## [HOW TO COMPLETE THIS TASK]
Find the word "Lise" in the listing below, then return every line it appears in.

Top of DATA PROVIDED

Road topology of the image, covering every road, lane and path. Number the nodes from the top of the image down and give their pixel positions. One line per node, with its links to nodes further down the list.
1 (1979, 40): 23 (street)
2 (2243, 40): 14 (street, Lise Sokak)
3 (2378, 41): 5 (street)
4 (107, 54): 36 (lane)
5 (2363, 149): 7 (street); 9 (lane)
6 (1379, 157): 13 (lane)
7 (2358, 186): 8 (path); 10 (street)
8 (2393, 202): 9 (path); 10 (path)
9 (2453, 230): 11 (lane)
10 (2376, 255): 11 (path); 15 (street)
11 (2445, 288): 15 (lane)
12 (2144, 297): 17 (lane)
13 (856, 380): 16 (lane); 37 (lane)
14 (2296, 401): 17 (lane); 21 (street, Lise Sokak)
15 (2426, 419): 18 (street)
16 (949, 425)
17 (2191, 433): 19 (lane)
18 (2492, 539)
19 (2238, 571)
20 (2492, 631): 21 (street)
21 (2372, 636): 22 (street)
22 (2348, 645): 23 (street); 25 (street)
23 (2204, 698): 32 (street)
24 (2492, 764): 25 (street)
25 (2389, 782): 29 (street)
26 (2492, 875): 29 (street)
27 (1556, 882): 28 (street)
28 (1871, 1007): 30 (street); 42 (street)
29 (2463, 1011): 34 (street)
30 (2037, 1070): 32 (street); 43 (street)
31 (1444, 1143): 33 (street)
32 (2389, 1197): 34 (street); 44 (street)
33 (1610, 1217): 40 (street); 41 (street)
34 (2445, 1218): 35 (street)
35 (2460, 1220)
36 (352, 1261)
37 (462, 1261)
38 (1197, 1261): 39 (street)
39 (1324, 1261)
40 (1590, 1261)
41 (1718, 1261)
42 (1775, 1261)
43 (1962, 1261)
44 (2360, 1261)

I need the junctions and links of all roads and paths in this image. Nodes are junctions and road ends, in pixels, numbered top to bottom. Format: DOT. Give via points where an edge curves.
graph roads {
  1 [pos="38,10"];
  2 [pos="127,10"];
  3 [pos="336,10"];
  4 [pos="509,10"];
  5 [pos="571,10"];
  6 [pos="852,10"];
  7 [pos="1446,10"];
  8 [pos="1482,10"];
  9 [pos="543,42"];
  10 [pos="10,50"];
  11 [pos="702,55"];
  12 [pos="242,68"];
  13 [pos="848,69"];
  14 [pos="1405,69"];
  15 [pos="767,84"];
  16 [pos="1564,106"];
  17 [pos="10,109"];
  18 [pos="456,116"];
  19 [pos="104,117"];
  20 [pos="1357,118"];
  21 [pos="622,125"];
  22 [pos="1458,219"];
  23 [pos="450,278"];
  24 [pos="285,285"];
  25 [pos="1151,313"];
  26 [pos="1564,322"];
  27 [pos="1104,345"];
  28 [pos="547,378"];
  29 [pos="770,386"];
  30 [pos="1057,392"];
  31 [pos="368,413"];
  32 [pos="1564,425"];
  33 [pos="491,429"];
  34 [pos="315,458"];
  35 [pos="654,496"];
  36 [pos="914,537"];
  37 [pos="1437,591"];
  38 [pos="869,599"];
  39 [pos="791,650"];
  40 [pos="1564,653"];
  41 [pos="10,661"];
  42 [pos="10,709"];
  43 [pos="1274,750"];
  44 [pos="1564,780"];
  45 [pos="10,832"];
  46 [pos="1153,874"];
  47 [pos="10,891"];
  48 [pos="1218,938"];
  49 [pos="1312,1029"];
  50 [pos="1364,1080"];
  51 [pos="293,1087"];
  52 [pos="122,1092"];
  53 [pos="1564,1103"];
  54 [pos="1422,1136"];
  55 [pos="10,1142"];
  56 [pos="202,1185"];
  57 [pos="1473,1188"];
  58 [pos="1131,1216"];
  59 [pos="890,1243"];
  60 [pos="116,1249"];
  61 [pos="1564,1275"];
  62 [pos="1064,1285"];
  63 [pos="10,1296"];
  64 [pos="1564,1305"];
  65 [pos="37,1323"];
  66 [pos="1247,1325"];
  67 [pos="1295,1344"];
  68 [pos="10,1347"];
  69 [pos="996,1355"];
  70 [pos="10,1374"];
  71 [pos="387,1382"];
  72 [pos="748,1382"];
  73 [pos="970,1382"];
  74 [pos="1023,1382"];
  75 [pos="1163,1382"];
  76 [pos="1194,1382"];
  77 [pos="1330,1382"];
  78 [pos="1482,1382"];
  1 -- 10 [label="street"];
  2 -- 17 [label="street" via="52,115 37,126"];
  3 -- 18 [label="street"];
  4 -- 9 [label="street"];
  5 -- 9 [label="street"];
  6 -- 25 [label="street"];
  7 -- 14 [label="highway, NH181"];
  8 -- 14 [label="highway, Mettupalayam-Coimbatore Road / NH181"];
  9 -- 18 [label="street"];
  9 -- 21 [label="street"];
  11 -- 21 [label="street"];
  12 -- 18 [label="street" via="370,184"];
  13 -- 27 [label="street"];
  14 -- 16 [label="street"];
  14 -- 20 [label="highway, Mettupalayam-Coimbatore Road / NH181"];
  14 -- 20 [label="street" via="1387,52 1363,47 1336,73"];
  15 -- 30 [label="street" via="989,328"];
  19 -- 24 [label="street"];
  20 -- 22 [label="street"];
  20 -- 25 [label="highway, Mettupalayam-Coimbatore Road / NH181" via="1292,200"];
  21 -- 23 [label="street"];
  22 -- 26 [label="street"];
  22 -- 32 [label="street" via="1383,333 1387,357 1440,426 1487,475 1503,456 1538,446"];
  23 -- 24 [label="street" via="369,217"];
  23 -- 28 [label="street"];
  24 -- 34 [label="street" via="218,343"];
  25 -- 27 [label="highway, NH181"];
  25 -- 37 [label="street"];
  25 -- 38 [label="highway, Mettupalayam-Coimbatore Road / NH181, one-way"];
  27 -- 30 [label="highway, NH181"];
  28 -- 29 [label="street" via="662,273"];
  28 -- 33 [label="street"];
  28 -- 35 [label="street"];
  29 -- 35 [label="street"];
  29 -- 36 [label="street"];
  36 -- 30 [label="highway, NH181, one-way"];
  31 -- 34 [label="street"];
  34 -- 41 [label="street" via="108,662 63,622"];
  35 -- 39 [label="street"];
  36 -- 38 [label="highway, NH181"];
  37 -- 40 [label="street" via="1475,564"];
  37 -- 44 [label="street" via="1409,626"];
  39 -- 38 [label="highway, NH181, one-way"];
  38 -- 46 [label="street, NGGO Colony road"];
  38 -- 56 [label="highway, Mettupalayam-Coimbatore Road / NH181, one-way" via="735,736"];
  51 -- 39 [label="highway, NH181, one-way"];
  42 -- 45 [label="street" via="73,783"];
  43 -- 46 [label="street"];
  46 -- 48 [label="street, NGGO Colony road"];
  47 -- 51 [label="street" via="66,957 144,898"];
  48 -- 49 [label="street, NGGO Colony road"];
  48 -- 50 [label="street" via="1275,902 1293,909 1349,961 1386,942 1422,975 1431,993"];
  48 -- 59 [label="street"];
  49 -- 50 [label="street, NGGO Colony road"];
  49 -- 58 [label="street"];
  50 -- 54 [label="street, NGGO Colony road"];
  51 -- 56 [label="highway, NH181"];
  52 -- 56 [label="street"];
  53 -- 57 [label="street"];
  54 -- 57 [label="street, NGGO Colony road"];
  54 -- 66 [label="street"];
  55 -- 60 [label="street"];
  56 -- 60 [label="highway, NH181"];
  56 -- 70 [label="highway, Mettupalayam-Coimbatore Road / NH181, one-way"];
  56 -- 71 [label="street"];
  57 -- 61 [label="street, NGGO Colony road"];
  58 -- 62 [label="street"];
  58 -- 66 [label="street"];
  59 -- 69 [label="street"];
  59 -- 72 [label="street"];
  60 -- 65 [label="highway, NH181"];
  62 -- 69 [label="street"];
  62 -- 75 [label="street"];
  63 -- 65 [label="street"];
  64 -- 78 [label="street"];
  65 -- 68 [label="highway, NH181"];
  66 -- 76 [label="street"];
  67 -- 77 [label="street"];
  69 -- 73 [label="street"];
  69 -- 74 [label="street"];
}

Bottom of DATA PROVIDED

## [ANSWER FOR THIS EXERCISE]
2 (2243, 40): 14 (street, Lise Sokak)
14 (2296, 401): 17 (lane); 21 (street, Lise Sokak)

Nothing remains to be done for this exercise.